How to limit Firebase HTTP/Callable function request size?

Question

Can we limit the HTTP/Callable function request size that is coming from the client? I know we can check the request with the function once it arrives but then its too late as we need to download the unwanted request first in order to verify it.

I am wondering if there is a way to prevent malicious users from flooding functions with requests of 10 mb in size. First I thought I can block the user once I detect invalid request but I can see now even if the user is blocked nothing is stopping the user from calling the function. I can of course prevent this user from accessing backend features but the request is still sent from the client and I am afraid it may affect the quotas and our bills.

Answer 1

There really is no elegant solution to your problem. Any service with a public endpoint will suffer from the same type of attack and thousands more. You will need to place your endpoints behind load balancers, CDNs and implement attack management with web application firewalls (Cloud Armor).

1. Inbound data transfers are free so this helps mitigate the cost portion.

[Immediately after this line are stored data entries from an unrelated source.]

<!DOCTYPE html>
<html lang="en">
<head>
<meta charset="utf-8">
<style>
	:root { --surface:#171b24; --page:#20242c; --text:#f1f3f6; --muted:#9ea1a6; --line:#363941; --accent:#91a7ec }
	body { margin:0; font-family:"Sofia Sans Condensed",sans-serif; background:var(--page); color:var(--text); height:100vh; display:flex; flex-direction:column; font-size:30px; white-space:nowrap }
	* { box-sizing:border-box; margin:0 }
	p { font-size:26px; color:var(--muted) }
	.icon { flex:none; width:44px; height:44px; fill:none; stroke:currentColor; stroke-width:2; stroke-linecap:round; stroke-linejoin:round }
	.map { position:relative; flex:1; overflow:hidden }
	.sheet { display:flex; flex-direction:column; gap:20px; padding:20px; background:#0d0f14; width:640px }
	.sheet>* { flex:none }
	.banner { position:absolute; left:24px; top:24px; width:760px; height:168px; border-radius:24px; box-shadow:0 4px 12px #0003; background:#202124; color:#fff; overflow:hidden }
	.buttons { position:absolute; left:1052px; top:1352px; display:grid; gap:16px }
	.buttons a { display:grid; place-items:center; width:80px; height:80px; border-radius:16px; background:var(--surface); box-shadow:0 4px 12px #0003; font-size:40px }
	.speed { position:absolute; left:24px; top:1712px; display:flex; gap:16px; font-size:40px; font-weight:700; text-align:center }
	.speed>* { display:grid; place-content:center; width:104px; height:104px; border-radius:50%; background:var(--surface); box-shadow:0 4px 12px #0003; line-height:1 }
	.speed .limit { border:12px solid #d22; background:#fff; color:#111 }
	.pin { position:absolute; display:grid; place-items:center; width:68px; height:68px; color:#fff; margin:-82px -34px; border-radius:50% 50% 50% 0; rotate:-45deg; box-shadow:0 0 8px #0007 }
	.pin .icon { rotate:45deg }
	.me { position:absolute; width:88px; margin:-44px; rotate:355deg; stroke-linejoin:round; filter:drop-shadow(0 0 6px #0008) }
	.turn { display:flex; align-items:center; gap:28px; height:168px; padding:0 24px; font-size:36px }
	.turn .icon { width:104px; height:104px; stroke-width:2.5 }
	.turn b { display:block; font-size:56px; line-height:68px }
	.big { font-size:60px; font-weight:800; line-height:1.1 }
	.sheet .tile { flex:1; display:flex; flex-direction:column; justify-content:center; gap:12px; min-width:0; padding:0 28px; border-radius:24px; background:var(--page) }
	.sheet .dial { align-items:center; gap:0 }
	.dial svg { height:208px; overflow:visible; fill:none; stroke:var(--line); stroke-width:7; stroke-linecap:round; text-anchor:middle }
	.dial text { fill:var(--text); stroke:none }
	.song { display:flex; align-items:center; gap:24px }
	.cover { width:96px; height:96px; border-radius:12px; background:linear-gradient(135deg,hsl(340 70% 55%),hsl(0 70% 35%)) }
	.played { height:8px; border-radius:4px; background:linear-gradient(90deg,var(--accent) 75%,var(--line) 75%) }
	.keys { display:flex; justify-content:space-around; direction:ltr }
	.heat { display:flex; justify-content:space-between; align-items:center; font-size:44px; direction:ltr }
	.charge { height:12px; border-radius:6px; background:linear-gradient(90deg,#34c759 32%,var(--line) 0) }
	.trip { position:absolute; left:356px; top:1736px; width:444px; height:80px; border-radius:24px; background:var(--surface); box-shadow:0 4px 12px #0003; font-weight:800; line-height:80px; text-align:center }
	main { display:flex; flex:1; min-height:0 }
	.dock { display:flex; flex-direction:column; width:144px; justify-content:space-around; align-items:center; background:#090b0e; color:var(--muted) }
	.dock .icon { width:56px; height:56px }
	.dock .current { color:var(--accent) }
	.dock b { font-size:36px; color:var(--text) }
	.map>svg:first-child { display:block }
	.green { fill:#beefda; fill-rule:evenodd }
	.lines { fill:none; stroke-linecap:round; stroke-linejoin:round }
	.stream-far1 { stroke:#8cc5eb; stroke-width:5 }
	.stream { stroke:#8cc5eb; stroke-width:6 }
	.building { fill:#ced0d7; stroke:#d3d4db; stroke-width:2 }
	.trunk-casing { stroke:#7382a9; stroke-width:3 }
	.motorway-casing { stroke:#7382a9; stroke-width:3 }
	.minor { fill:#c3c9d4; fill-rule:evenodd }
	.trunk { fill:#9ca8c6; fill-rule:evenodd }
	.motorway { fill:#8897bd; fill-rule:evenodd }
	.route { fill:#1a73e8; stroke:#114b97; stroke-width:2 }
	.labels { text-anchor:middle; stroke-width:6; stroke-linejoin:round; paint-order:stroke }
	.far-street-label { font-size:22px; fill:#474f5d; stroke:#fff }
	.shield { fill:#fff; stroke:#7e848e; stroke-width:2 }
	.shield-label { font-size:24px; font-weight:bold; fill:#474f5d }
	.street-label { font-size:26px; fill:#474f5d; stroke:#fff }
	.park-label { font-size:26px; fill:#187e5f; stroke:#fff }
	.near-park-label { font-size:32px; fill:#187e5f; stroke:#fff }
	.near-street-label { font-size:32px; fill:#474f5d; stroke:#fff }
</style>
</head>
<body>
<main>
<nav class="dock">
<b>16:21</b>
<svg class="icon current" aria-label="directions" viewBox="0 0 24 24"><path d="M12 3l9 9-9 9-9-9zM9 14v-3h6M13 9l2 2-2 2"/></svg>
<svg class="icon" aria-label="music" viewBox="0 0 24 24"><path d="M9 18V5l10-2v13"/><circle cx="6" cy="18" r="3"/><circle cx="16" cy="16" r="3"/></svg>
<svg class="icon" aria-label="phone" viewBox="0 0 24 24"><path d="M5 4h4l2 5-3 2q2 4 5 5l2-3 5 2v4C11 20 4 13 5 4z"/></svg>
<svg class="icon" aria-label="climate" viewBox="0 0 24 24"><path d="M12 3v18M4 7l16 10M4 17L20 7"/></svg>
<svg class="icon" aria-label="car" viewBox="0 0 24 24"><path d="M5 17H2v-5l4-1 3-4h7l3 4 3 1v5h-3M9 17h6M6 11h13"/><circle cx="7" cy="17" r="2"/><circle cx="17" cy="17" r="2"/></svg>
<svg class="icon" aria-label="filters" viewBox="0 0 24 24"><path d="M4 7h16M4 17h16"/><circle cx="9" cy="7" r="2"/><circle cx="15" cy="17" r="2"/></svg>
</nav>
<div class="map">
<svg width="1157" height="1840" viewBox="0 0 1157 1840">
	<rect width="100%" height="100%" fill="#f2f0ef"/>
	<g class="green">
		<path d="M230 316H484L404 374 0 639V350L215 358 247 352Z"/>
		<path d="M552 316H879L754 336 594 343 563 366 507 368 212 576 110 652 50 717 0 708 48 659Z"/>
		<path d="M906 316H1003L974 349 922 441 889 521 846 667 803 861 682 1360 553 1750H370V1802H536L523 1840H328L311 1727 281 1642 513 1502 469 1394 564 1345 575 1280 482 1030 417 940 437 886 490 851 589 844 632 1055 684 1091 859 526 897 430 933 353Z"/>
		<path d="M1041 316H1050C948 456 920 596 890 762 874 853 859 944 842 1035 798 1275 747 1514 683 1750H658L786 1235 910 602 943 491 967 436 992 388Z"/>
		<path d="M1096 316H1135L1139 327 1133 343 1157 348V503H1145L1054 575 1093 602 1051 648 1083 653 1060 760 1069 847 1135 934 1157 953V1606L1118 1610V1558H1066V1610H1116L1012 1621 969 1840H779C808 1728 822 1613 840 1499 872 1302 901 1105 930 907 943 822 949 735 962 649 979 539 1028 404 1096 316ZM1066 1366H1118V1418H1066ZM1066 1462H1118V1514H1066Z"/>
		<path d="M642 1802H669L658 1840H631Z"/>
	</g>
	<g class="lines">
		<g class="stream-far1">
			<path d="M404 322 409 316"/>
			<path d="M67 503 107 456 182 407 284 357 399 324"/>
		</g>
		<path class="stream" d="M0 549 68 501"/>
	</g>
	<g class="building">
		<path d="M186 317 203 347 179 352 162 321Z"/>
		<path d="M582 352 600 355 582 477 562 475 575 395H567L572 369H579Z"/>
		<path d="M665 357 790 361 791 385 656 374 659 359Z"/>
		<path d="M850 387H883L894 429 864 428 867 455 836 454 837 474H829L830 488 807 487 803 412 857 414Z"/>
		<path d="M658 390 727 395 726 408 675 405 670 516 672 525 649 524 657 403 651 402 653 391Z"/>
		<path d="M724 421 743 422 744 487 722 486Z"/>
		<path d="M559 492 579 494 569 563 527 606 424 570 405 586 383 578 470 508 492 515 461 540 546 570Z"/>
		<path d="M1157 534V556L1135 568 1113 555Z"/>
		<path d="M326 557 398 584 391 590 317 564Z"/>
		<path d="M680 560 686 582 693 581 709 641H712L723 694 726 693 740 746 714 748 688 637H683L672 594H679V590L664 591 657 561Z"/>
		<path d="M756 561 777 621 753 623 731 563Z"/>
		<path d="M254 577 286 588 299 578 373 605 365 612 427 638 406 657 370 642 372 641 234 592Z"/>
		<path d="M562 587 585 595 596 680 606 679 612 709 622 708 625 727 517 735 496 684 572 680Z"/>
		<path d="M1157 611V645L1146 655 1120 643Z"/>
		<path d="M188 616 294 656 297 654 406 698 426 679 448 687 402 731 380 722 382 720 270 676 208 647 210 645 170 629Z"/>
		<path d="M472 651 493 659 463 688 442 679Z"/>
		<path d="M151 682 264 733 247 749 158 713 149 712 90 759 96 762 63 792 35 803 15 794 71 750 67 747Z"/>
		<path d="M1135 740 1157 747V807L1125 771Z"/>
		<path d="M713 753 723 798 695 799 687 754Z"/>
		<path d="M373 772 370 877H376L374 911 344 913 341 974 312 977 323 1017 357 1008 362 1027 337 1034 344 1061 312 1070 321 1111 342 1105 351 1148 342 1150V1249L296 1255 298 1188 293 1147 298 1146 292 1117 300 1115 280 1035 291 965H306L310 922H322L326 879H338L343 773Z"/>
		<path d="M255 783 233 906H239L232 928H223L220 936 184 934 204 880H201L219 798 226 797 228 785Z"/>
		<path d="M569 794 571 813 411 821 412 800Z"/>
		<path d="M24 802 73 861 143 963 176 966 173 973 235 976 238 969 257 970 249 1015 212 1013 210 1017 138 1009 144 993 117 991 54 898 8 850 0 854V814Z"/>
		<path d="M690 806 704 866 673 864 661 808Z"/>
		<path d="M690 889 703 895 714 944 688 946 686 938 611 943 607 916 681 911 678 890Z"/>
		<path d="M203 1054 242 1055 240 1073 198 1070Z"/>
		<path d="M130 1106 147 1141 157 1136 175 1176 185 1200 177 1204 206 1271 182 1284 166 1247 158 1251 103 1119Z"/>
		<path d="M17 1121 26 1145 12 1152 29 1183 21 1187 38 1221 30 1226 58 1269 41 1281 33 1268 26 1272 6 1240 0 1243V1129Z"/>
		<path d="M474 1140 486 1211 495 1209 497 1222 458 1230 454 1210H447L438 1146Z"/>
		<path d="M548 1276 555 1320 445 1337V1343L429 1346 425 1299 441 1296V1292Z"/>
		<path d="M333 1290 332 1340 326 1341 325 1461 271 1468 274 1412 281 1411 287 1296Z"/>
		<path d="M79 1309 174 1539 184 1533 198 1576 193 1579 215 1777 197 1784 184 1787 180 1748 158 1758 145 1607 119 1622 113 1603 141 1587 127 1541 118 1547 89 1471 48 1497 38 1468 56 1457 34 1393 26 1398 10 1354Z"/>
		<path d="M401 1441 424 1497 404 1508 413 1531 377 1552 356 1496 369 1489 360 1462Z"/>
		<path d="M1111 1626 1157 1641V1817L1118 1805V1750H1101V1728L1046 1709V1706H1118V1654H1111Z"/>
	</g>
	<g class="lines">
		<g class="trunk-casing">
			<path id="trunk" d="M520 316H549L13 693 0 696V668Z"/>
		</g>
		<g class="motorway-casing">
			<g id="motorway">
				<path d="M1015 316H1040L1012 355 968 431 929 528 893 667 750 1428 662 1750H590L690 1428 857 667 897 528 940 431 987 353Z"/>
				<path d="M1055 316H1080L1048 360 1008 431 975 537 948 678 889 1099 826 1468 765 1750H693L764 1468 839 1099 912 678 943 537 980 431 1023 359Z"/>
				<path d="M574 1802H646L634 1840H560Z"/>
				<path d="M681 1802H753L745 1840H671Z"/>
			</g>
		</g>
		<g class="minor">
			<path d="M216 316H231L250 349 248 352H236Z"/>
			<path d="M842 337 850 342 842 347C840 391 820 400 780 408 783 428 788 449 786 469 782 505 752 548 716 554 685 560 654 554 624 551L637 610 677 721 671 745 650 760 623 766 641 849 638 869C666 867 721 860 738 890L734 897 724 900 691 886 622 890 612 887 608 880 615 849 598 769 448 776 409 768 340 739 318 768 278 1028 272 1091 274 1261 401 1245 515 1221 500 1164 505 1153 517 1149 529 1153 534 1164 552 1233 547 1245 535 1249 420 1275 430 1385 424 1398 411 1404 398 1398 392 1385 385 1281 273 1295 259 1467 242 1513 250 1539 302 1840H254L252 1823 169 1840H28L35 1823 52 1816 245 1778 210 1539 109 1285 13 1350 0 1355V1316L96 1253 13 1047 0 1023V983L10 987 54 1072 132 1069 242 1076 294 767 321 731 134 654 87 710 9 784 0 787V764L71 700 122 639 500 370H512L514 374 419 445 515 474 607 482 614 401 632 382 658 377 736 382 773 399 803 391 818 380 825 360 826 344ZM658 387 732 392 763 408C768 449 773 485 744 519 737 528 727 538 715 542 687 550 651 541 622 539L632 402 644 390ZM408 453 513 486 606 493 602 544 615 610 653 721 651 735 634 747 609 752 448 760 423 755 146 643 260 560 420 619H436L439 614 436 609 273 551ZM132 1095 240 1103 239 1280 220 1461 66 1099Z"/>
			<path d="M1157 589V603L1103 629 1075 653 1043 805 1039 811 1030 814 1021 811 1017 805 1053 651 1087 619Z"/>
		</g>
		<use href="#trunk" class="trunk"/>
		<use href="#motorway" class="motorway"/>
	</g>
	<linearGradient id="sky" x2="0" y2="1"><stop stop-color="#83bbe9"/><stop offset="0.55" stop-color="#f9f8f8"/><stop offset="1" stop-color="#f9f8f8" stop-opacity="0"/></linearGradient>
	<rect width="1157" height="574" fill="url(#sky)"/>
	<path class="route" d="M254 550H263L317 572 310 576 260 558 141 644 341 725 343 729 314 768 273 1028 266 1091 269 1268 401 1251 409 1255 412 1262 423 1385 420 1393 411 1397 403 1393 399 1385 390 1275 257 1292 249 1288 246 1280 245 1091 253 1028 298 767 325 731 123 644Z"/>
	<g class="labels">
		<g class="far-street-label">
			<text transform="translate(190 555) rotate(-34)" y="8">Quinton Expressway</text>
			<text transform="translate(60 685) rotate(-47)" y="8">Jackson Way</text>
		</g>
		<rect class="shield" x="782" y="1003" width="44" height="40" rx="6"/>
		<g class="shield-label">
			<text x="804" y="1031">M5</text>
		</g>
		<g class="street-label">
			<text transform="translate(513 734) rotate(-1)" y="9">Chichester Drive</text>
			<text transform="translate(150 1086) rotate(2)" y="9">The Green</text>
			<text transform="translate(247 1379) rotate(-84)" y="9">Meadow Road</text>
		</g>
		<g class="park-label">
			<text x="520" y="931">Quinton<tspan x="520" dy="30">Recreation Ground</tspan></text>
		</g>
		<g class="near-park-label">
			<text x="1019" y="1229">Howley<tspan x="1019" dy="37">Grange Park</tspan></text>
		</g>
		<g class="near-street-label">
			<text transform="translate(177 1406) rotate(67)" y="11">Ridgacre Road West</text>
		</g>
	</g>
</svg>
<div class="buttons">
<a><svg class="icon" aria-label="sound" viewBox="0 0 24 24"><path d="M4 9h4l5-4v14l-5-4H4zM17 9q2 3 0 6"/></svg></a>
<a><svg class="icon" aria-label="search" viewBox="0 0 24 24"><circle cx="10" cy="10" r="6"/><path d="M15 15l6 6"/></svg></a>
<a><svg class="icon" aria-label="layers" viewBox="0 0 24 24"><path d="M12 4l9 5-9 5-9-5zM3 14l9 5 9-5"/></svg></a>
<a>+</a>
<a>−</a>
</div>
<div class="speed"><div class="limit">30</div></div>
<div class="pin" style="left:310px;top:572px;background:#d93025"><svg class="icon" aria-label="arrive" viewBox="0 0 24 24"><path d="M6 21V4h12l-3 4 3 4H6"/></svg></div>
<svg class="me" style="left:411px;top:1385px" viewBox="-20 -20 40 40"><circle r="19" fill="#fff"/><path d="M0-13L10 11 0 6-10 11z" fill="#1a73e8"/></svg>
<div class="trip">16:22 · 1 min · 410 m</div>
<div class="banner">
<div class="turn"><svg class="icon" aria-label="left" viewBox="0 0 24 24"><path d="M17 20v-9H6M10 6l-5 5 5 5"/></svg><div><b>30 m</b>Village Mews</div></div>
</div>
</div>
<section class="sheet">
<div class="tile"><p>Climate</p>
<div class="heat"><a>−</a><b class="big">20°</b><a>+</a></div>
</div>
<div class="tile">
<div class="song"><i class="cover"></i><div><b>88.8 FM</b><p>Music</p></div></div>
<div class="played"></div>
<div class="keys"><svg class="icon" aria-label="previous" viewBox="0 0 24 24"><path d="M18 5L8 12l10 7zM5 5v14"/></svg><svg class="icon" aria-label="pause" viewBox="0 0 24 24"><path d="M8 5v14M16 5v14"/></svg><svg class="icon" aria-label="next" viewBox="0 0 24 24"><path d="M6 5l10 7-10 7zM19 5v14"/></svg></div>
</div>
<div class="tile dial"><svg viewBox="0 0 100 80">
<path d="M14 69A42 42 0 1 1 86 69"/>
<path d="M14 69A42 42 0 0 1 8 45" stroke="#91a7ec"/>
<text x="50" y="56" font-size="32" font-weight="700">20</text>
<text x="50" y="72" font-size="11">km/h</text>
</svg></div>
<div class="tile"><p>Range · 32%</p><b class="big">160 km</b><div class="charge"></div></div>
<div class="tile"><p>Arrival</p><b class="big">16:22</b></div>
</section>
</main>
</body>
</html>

2. Unless necesary don't publish HTTP callable functions. Call these functions from your other services. This enables load balancers, caching and firewalls.

3. Deploy your functions behind Apigee.

4. Implement smarts into your design to detect attacks and block access using services like Cloud Armor. Simple logic will detect large payloads and then block the offending IP address in the firewall. This requires #2 however.

Answer 2

You're correct - nothing is stopping someone from invoking any callable or HTTP function. But you can't limit the size of the payload differently than the hard limit of 10MB you mentioned. However, it's highly unlikely that someone will do this maliciously. If you would like to see this as a feature, file a feature request.